── MATERIAL FOR THIS EXERCISE

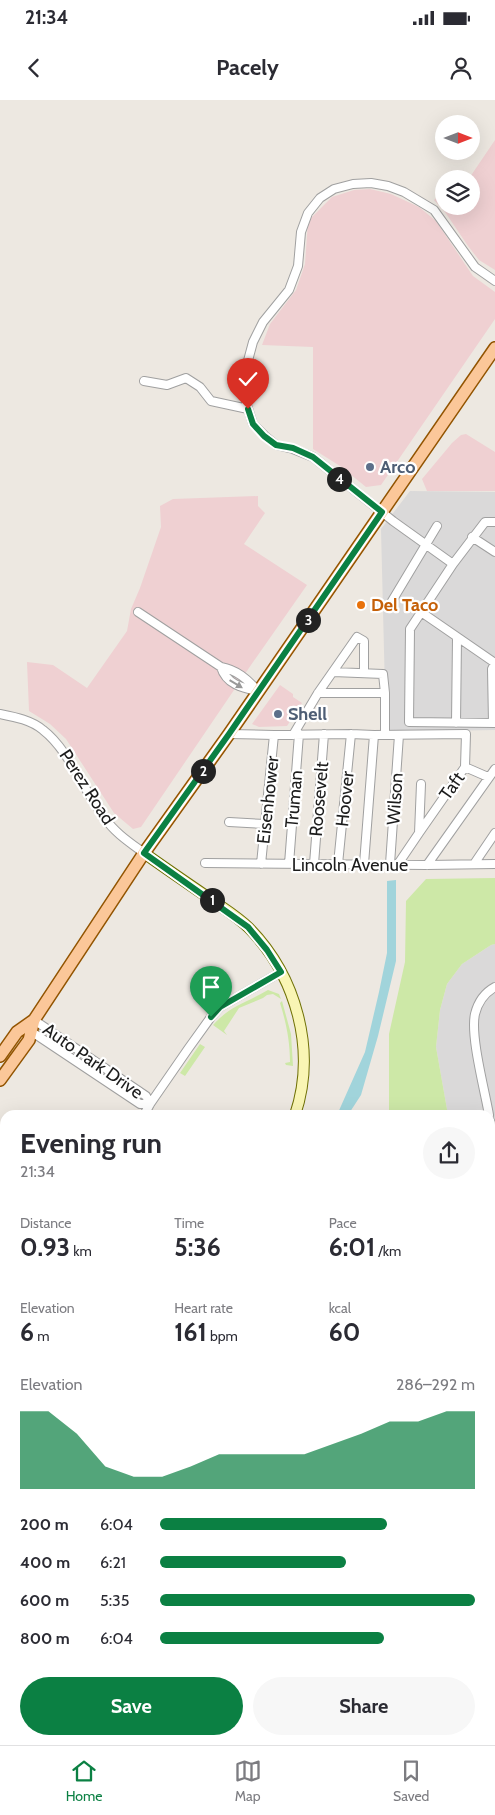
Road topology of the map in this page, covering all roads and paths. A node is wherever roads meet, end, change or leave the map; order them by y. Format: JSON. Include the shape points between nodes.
{"nodes":[{"id":1,"x":495,"y":281,"type":"edge"},
{"id":2,"x":495,"y":348,"type":"edge"},
{"id":3,"x":144,"y":381,"type":"dead end"},
{"id":4,"x":248,"y":409,"type":"junction"},
{"id":5,"x":382,"y":512,"type":"junction"},
{"id":6,"x":495,"y":522,"type":"edge"},
{"id":7,"x":437,"y":526,"type":"dead end"},
{"id":8,"x":472,"y":537,"type":"junction"},
{"id":9,"x":425,"y":544,"type":"junction"},
{"id":10,"x":495,"y":552,"type":"edge"},
{"id":11,"x":453,"y":564,"type":"junction"},
{"id":12,"x":392,"y":601,"type":"dead end"},
{"id":13,"x":138,"y":612,"type":"dead end"},
{"id":14,"x":421,"y":612,"type":"junction"},
{"id":15,"x":457,"y":638,"type":"junction"},
{"id":16,"x":495,"y":663,"type":"edge"},
{"id":17,"x":333,"y":672,"type":"junction"},
{"id":18,"x":364,"y":673,"type":"junction"},
{"id":19,"x":258,"y":691,"type":"junction"},
{"id":20,"x":318,"y":693,"type":"junction"},
{"id":21,"x":385,"y":693,"type":"junction"},
{"id":22,"x":0,"y":714,"type":"edge"},
{"id":23,"x":456,"y":723,"type":"junction"},
{"id":24,"x":494,"y":723,"type":"edge"},
{"id":25,"x":229,"y":734,"type":"junction"},
{"id":26,"x":324,"y":734,"type":"junction"},
{"id":27,"x":351,"y":734,"type":"junction"},
{"id":28,"x":274,"y":735,"type":"junction"},
{"id":29,"x":296,"y":735,"type":"junction"},
{"id":30,"x":374,"y":735,"type":"junction"},
{"id":31,"x":385,"y":735,"type":"junction"},
{"id":32,"x":399,"y":735,"type":"junction"},
{"id":33,"x":465,"y":767,"type":"junction"},
{"id":34,"x":493,"y":771,"type":"edge"},
{"id":35,"x":421,"y":784,"type":"dead end"},
{"id":36,"x":229,"y":822,"type":"dead end"},
{"id":37,"x":265,"y":824,"type":"junction"},
{"id":38,"x":419,"y":833,"type":"junction"},
{"id":39,"x":495,"y":833,"type":"edge"},
{"id":40,"x":144,"y":853,"type":"junction"},
{"id":41,"x":205,"y":863,"type":"dead end"},
{"id":42,"x":261,"y":864,"type":"junction"},
{"id":43,"x":289,"y":864,"type":"junction"},
{"id":44,"x":314,"y":864,"type":"junction"},
{"id":45,"x":338,"y":864,"type":"junction"},
{"id":46,"x":364,"y":864,"type":"junction"},
{"id":47,"x":394,"y":864,"type":"junction"},
{"id":48,"x":474,"y":864,"type":"junction"},
{"id":49,"x":495,"y":864,"type":"edge"},
{"id":50,"x":427,"y":865,"type":"junction"},
{"id":51,"x":281,"y":972,"type":"junction"},
{"id":52,"x":495,"y":987,"type":"edge"},
{"id":53,"x":30,"y":1026,"type":"junction"},
{"id":54,"x":0,"y":1056,"type":"edge"},
{"id":55,"x":0,"y":1080,"type":"edge"},
{"id":56,"x":150,"y":1104,"type":"junction"},
{"id":57,"x":147,"y":1110,"type":"edge"},
{"id":58,"x":296,"y":1110,"type":"edge"},
{"id":59,"x":488,"y":1110,"type":"edge"}],
"edges":[{"from":1,"to":4,"type":"street","via":[[475,267],[434,210],[404,192],[371,183],[334,189],[320,198],[308,213],[301,232],[298,266],[289,290],[263,322],[253,342],[246,368]]},
{"from":2,"to":5,"type":"main road"},
{"from":3,"to":4,"type":"street","via":[[166,385],[186,378],[200,387],[211,402]]},
{"from":4,"to":5,"type":"street","via":[[253,424],[264,436],[276,445],[313,457]]},
{"from":5,"to":9,"type":"street"},
{"from":5,"to":19,"type":"main road"},
{"from":6,"to":8,"type":"street","via":[[484,522]]},
{"from":7,"to":9,"type":"street"},
{"from":8,"to":10,"type":"street"},
{"from":8,"to":11,"type":"street"},
{"from":9,"to":11,"type":"street"},
{"from":9,"to":12,"type":"street"},
{"from":11,"to":14,"type":"street"},
{"from":13,"to":19,"type":"street","via":[[221,667],[225,677],[242,688]]},
{"from":14,"to":15,"type":"street"},
{"from":14,"to":23,"type":"street","via":[[410,628],[409,722]]},
{"from":15,"to":16,"type":"street"},
{"from":15,"to":23,"type":"street"},
{"from":16,"to":24,"type":"street","via":[[492,669]]},
{"from":17,"to":18,"type":"street"},
{"from":17,"to":18,"type":"street","via":[[357,637],[364,641]]},
{"from":17,"to":20,"type":"street"},
{"from":18,"to":21,"type":"street","via":[[383,674]]},
{"from":19,"to":25,"type":"main road"},
{"from":20,"to":21,"type":"street"},
{"from":20,"to":29,"type":"street"},
{"from":21,"to":31,"type":"street"},
{"from":22,"to":40,"type":"street","name":"Perez Road","via":[[21,719],[41,729],[58,744],[105,819]]},
{"from":23,"to":24,"type":"street"},
{"from":25,"to":28,"type":"street"},
{"from":25,"to":40,"type":"main road"},
{"from":26,"to":27,"type":"street"},
{"from":26,"to":29,"type":"street"},
{"from":26,"to":44,"type":"street","name":"Roosevelt"},
{"from":27,"to":30,"type":"street"},
{"from":27,"to":45,"type":"street","name":"Hoover"},
{"from":28,"to":29,"type":"street"},
{"from":28,"to":37,"type":"street","name":"Eisenhower"},
{"from":29,"to":43,"type":"street","name":"Truman"},
{"from":30,"to":31,"type":"street"},
{"from":30,"to":46,"type":"street"},
{"from":31,"to":32,"type":"street"},
{"from":32,"to":33,"type":"street","name":"Taft","via":[[466,734]]},
{"from":32,"to":47,"type":"street","name":"Wilson"},
{"from":33,"to":34,"type":"street"},
{"from":33,"to":38,"type":"street","name":"Taft"},
{"from":34,"to":50,"type":"street"},
{"from":35,"to":38,"type":"street"},
{"from":36,"to":37,"type":"street"},
{"from":37,"to":42,"type":"street","name":"Eisenhower"},
{"from":38,"to":47,"type":"street","name":"Taft"},
{"from":39,"to":48,"type":"street"},
{"from":40,"to":51,"type":"main road","name":"Perez Road","via":[[248,927]]},
{"from":40,"to":53,"type":"main road"},
{"from":41,"to":42,"type":"street","name":"Lincoln Avenue"},
{"from":42,"to":43,"type":"street","name":"Lincoln Avenue"},
{"from":43,"to":44,"type":"street","name":"Lincoln Avenue"},
{"from":44,"to":45,"type":"street","name":"Lincoln Avenue"},
{"from":45,"to":46,"type":"street","name":"Lincoln Avenue"},
{"from":46,"to":47,"type":"street","name":"Lincoln Avenue"},
{"from":47,"to":50,"type":"street","name":"Lincoln Avenue"},
{"from":48,"to":49,"type":"street","name":"Lincoln Avenue"},
{"from":48,"to":50,"type":"street","name":"Lincoln Avenue"},
{"from":51,"to":56,"type":"street","via":[[220,1007]]},
{"from":51,"to":58,"type":"main road","name":"Perez Road","via":[[291,990],[302,1036],[303,1076]]},
{"from":52,"to":59,"type":"street","via":[[487,991],[477,1008],[473,1029]]},
{"from":53,"to":54,"type":"main road","via":[[16,1032]]},
{"from":53,"to":55,"type":"main road","via":[[29,1040]]},
{"from":53,"to":56,"type":"street","name":"Auto Park Drive","via":[[146,1096]]},
{"from":53,"to":56,"type":"street","name":"Auto Park Drive","via":[[140,1104]]},
{"from":56,"to":57,"type":"street"}]}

────

Copy out every line from the material above in which the word "main" appears.

{"from":2,"to":5,"type":"main road"},
{"from":5,"to":19,"type":"main road"},
{"from":19,"to":25,"type":"main road"},
{"from":25,"to":40,"type":"main road"},
{"from":40,"to":51,"type":"main road","name":"Perez Road","via":[[248,927]]},
{"from":40,"to":53,"type":"main road"},
{"from":51,"to":58,"type":"main road","name":"Perez Road","via":[[291,990],[302,1036],[303,1076]]},
{"from":53,"to":54,"type":"main road","via":[[16,1032]]},
{"from":53,"to":55,"type":"main road","via":[[29,1040]]},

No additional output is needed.